For this reason, you are strongly advised to keep all other sources of advice under the radar and NOT to discuss them at all with a union representative or your lawyer. Likewise, always introduce those of us who may accompany you to a meeting or hearing as a ‘supporter’. The union stance, as above, suggests that it is they, not you, who instructs the lawyer. This is incorrect – the lawyer is there to represent YOU and it is YOU who needs to instruct her or him. This means that after considering the legal advice you are given, either confirm you agree with it or, if you do not agree with it, you state clearly what you would prefer to happen. Follow any verbal discussion with an email to confirm mutual understanding of the position. It is very important that you do not allow the process to take a course that you are unhappy with, or that your instructions be disregarded. You may end up disappointed about how your case was conducted yet have little comeback unless you can show that your instructions were disregarded.
The Nurses Defence Service has a lot of experience in regulatory law as do Kings View Barristers – read this article about their latest case.
We are piloting a program at NMCWatch to provide legal representation alongside our Buddy Scheme to mentor you through the process – email us at support@nmcwatch.org.uk for more information.

Representing yourself

This is possible and some have done it successfully, having either dismissed or been without union representation. However, it is hard and when stressed it is difficult to have the detachment from your own case that you need in order to argue against the legal representation of the NMC.
You are allowed to have a McKenzie Friend at any civil hearing which includes regulation procedures. However, the NMC does not recognise the role of the McKenzie Friend and so it is up to the panel to decide if they will allow one to attend with you or not.

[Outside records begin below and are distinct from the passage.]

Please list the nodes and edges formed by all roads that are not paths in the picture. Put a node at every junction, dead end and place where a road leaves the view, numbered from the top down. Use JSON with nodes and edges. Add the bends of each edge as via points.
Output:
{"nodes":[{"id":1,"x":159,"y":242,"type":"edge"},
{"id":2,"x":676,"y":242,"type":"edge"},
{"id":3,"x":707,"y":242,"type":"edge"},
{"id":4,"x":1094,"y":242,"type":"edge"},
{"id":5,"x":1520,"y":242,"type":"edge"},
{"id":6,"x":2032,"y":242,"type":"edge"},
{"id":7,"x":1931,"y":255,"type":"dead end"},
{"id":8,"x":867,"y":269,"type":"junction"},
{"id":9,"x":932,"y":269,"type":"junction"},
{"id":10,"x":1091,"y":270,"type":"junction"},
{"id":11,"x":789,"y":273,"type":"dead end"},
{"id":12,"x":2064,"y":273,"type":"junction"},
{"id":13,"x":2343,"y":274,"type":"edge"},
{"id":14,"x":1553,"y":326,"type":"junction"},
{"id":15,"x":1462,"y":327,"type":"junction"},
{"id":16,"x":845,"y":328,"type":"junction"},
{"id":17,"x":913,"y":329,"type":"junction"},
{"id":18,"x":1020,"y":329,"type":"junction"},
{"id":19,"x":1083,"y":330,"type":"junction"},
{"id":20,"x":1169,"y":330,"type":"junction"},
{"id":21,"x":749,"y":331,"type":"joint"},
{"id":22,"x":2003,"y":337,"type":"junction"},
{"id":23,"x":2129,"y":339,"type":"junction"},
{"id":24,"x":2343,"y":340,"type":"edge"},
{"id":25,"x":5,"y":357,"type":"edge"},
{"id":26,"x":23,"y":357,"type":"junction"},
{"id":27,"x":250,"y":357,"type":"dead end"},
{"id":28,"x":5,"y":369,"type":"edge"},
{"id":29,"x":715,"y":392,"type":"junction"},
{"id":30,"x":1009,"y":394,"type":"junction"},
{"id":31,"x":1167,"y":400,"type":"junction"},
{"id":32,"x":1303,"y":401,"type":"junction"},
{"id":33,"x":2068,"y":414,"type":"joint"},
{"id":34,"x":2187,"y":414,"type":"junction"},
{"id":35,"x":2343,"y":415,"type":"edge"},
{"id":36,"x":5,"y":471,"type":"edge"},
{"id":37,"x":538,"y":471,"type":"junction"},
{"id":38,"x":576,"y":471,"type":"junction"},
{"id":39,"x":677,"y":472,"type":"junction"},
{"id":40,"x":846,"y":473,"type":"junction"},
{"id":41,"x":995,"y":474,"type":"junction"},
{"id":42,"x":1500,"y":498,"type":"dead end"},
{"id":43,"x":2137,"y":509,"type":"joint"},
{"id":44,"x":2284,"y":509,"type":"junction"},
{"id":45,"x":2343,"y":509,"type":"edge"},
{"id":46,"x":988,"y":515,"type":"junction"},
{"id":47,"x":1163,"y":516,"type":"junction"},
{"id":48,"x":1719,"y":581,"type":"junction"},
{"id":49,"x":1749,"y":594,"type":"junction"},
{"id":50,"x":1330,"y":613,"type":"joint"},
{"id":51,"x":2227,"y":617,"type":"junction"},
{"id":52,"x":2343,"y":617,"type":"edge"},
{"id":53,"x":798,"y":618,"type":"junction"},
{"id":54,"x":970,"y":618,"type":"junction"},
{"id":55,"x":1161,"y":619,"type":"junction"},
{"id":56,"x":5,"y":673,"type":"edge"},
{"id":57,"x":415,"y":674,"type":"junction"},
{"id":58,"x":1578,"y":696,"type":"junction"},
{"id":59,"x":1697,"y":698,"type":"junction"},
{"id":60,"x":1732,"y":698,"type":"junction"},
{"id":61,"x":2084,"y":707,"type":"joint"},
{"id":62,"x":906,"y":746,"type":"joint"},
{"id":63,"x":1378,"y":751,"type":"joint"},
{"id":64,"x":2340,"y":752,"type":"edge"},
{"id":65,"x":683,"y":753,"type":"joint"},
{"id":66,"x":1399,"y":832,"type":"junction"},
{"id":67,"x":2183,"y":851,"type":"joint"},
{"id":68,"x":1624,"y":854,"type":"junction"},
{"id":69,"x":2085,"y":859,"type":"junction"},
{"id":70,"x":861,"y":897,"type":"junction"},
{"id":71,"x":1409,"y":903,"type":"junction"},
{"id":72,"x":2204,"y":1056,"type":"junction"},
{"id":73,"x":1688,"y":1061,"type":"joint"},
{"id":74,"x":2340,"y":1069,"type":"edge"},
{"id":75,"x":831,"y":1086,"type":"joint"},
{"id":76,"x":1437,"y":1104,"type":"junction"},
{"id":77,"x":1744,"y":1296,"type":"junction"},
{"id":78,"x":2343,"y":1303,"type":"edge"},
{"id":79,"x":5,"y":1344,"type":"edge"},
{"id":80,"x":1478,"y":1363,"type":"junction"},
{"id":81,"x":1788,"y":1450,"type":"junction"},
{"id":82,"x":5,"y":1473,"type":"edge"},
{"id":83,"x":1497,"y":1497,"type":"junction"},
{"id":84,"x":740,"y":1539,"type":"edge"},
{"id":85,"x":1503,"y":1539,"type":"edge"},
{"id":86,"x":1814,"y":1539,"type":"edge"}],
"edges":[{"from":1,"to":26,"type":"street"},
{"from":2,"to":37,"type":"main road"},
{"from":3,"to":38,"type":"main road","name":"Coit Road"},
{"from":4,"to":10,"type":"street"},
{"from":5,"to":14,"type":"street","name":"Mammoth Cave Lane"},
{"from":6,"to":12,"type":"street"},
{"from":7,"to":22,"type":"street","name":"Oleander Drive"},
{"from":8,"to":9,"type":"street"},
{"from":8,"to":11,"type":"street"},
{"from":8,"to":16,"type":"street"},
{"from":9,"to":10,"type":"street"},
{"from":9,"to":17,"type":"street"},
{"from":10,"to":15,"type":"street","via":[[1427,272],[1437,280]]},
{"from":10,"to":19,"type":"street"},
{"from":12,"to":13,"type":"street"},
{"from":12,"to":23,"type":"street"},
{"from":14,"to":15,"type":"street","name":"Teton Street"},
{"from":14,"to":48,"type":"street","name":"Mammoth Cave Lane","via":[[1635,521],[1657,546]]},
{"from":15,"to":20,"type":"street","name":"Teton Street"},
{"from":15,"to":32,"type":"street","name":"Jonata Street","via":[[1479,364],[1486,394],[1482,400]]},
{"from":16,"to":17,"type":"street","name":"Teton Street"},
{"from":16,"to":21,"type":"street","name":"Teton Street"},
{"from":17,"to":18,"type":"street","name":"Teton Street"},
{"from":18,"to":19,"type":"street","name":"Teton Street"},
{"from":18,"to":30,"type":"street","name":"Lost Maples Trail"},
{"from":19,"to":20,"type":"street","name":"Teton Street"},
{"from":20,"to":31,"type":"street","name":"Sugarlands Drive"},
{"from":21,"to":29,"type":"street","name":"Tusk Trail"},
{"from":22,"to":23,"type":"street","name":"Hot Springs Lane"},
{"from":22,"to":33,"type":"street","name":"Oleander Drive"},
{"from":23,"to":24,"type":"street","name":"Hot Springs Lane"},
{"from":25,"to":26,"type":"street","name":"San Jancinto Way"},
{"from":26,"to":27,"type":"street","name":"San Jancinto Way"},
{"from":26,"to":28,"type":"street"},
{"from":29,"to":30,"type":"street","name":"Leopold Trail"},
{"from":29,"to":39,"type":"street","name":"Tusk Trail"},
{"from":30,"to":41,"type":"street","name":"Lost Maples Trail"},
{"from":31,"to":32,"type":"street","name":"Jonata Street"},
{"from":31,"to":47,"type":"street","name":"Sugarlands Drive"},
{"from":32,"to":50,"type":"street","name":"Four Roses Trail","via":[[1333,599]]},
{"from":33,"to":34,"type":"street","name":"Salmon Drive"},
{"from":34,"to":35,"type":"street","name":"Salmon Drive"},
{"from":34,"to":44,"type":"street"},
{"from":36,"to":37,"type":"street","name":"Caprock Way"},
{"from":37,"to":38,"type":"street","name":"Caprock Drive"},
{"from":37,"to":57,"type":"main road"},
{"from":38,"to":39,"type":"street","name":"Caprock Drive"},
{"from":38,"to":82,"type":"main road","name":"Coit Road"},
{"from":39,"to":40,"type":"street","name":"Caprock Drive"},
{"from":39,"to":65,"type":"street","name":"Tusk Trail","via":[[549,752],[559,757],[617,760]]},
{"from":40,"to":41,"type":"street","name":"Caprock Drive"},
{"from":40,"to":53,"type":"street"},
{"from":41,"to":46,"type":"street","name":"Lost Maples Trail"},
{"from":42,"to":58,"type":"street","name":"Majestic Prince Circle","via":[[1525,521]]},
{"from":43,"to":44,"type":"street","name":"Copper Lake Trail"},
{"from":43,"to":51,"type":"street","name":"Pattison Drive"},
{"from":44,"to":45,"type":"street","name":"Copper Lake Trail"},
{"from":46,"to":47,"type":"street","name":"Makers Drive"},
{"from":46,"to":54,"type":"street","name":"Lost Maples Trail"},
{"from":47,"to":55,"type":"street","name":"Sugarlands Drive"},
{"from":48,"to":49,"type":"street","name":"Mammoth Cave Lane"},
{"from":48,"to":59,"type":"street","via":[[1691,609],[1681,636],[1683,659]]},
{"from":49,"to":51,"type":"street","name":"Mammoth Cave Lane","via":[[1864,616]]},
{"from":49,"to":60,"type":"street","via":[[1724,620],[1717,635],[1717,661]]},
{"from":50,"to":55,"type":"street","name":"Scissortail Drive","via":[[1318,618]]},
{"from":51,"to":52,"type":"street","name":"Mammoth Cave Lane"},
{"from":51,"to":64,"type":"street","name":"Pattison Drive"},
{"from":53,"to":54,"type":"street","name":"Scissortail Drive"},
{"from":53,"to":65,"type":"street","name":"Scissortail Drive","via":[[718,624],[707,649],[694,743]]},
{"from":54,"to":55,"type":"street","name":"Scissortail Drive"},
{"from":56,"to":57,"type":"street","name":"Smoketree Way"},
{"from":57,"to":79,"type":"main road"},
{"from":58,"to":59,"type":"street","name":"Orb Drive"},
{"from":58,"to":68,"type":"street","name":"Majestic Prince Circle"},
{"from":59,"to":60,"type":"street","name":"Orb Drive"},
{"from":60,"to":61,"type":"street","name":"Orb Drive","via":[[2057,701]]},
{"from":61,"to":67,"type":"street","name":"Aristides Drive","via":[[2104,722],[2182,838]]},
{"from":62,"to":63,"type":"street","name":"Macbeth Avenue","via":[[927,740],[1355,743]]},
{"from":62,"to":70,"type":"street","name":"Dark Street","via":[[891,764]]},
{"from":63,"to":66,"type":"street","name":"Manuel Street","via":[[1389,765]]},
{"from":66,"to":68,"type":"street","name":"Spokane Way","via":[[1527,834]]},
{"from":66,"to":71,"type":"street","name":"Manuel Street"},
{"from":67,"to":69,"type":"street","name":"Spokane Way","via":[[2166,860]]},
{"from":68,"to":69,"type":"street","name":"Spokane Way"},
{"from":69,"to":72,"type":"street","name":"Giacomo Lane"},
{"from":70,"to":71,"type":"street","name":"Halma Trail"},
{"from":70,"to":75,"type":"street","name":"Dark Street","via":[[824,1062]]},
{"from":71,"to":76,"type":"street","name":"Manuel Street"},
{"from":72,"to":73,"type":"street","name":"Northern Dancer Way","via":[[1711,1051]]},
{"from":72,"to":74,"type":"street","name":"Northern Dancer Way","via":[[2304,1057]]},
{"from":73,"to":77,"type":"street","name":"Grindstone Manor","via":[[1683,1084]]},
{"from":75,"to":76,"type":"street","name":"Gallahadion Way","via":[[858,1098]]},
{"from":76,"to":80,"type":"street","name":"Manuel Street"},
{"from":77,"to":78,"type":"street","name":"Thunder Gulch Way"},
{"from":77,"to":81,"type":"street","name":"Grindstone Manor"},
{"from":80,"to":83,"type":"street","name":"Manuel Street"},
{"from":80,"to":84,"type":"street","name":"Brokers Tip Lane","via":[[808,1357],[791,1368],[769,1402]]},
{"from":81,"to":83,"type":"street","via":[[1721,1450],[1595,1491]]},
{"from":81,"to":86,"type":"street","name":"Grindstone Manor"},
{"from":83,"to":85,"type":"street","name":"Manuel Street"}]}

You can have a pro bono legal adviser (if you can find one) to accompany you and assist you both at the NMC and in the High Court and at any appeal.
The NMC has produced some guidance on attending when not represented and you can read it here. In this guidance, there is useful information about how the process will run during a hearing and who will be in attendance.
You may find this Advice Now guide helpful – it is written for people representing themselves in the court system but a lot of it is entirely relevant for self-representation at NMC hearings: A survival guide to going to court when the other side has a lawyer and you don’t | Advicenow.